Mr. Speaker, I appreciate the opportunity to join in the debate. I will begin by adding my voice to those who have complimented our colleague, the deputy critic for democratic reform, for doing an awesome job on a very complex file.
I will make reference to an article in The Globe and Mail that reads:
A dramatic confrontation in the Ontario Legislature ended yesterday in a major victory for the opposition parties and forced the Progressive Conservatives to agree to extensive public hearings on the government's sweeping omnibus legislation.
The victory occurred after an unusual standoff in which veteran Liberal MPP Alvin Curling delayed debate on the bill for 18 hours by refusing to leave the chamber when ordered to do so for violating parliamentary rules. Attempts to use force to remove Mr. Curling were thwarted by opposition politicians who blocked approaches to his desk and stayed all night to prevent authorities from reaching him.

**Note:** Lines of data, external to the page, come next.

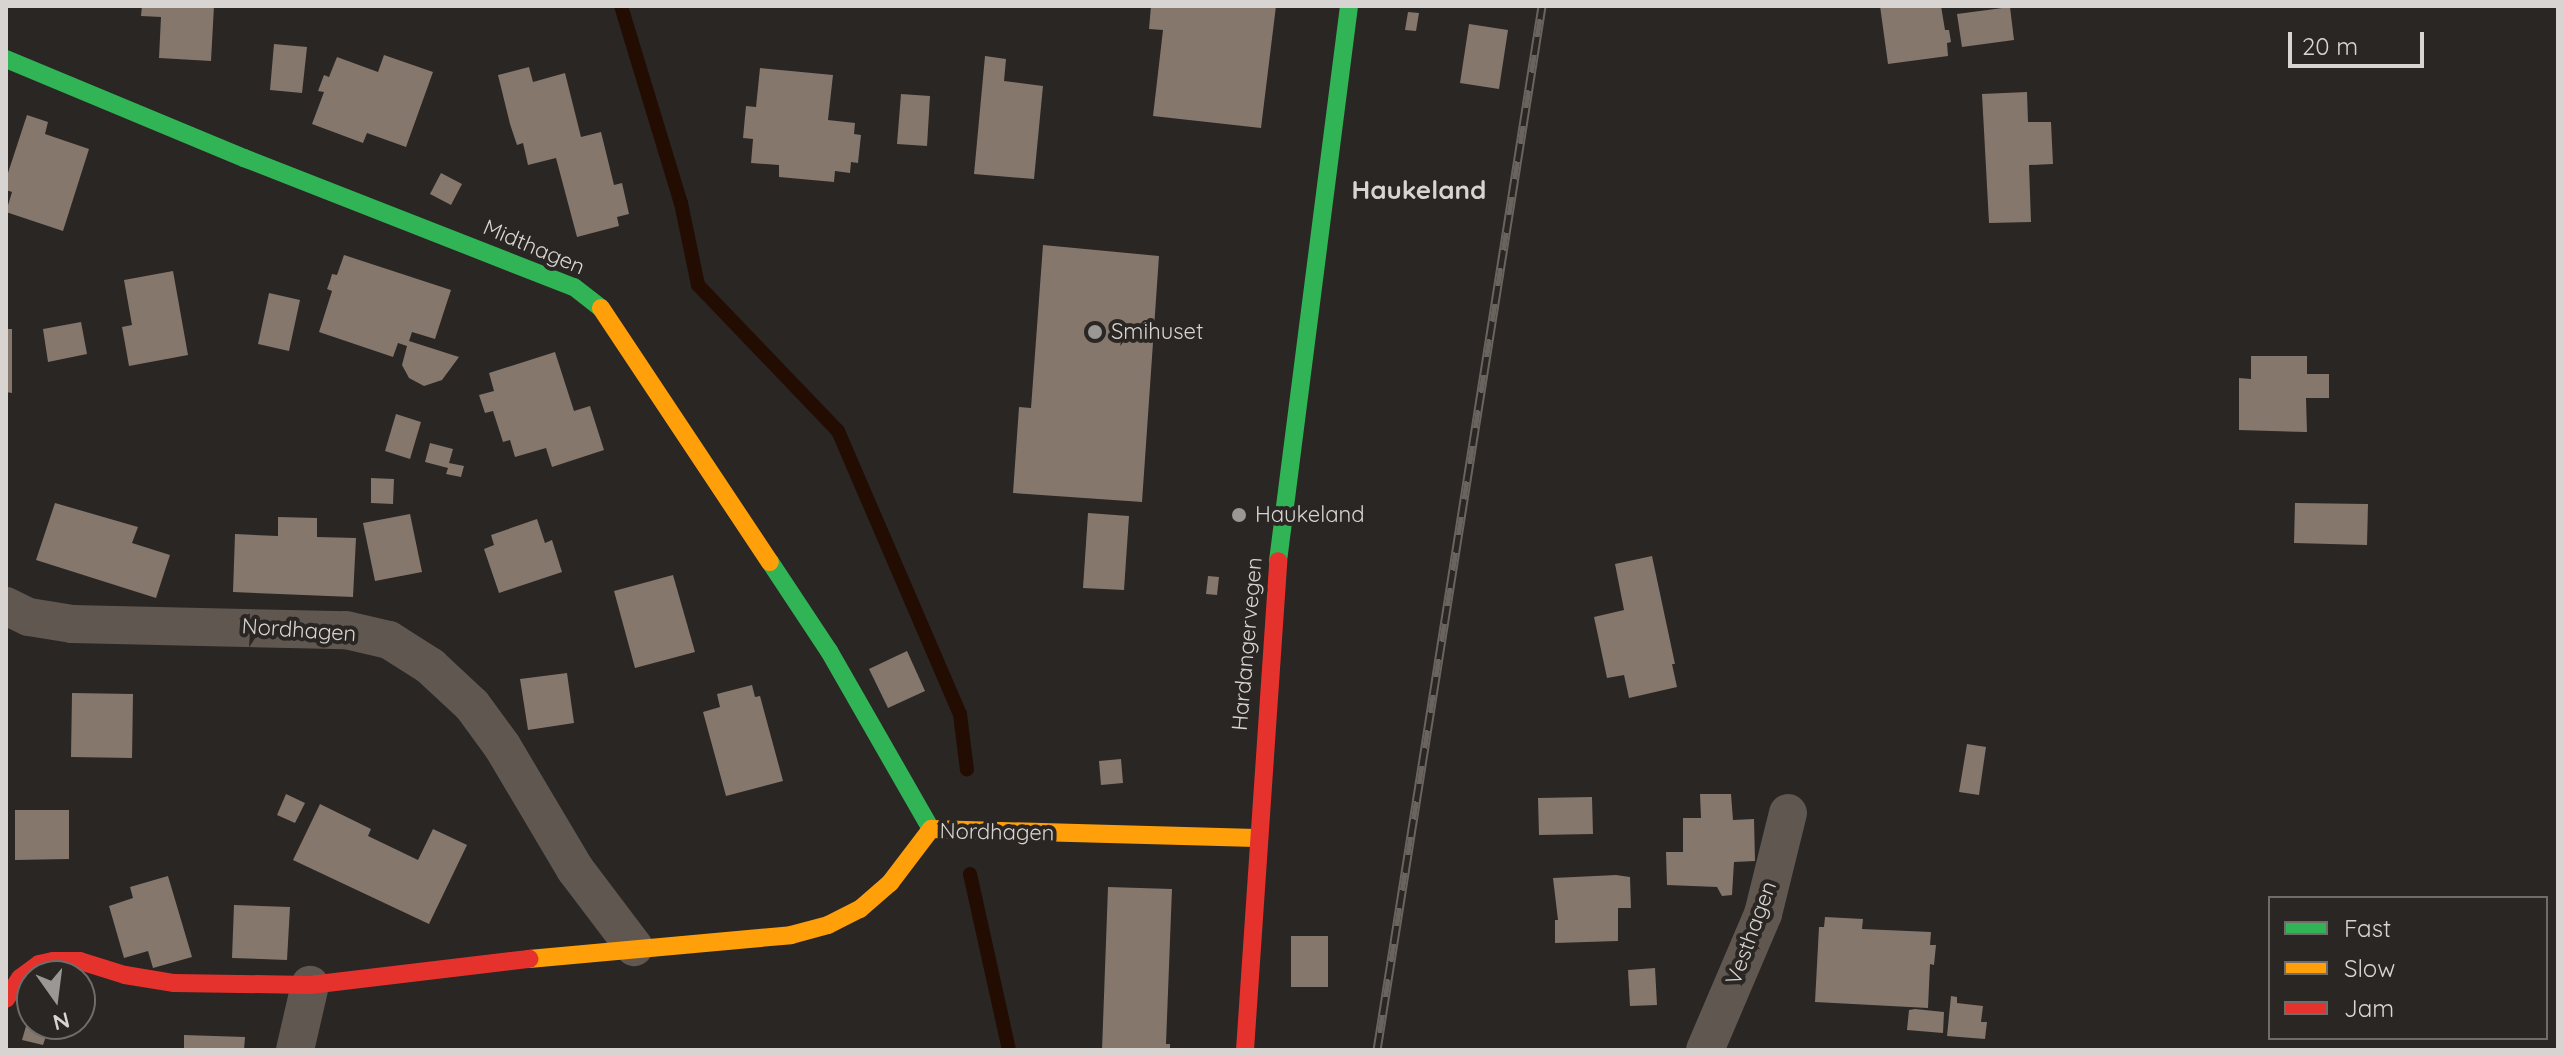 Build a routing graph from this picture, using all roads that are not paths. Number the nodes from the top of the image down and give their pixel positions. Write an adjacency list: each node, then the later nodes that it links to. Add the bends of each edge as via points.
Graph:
1 (1349, 6): 6 (street, Hardangervegen, via 1273,600)
2 (6, 59): 5 (street, Midthagen, via 574,287 604,310 829,651)
3 (6, 606): 7 (street, Nordhagen, via 29,617 72,624 346,630 389,640 430,666 472,705 575,869)
4 (1788, 813): 12 (street, Vesthagen, via 1763,914)
5 (931, 829): 6 (street, Nordhagen); 7 (street, Nordhagen, via 890,883 860,909 828,925 791,935)
6 (1256, 838): 11 (street, Hardangervegen)
7 (634, 947): 8 (street, Nordhagen)
8 (310, 985): 9 (street, Nordhagen, via 174,983 80,961 53,961 20,978); 10 (street)
9 (6, 999)
10 (295, 1050)
11 (1245, 1050)
12 (1705, 1050)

The protest, an almost unprecedented act of civil disobedience for a politician, was undertaken by Liberals and New Democrats to force province-wide hearings next month on the omnibus legislation, known officially by its numerical title as Bill 26, the Savings and Restructuring Act.
For those Canadians who live in our most populous province, they will probably remember that bill number because it was a major issue. I want to point out that the date on that article in The Globe and Mail by Mr. Martin Mittelstaedt was December 8, 1995.
I raise that for a number of reasons. Obviously, it ties into the motion before us, but when it states, “Attempts to use force to remove Mr. Curling were thwarted by opposition politicians who blocked approaches to his desk”, I was one of those politicians who was thwarting. I consider it a highlight and certainly one of the most memorable times.
The other reason I mention that and the reason that it is relevant is not just that it was the Conservatives' provincial cousins, other than a minor name change, but what is really interesting, and we never know how history will unfold, is that today I find myself sitting right across from three former colleagues of the Ontario legislature who now sit as senior members of the Prime Minister's cabinet. They were applauded back in that day too because they were also on the front bench of then premier Mike Harris's government that brought in bill 26.
Do I hear that caucus now saying that bill 26, as it was brought in originally without hearings, was the right thing to do? It just went kind of quiet because they only want to heckle the parts that they like. They should stay because we can have lots of fun on this. They should be a part of this.
The members talked about history. We have seen history repeat itself. Lo and behold, here we are today and those three senior cabinet ministers who were part of bill 26, the omnibus bill that they tried to ram through the Ontario legislature back in 1995, are here today in 2012, having rammed through one bill and getting ready to ram through another omnibus bill. It was unacceptable then and it is damn well unacceptable today.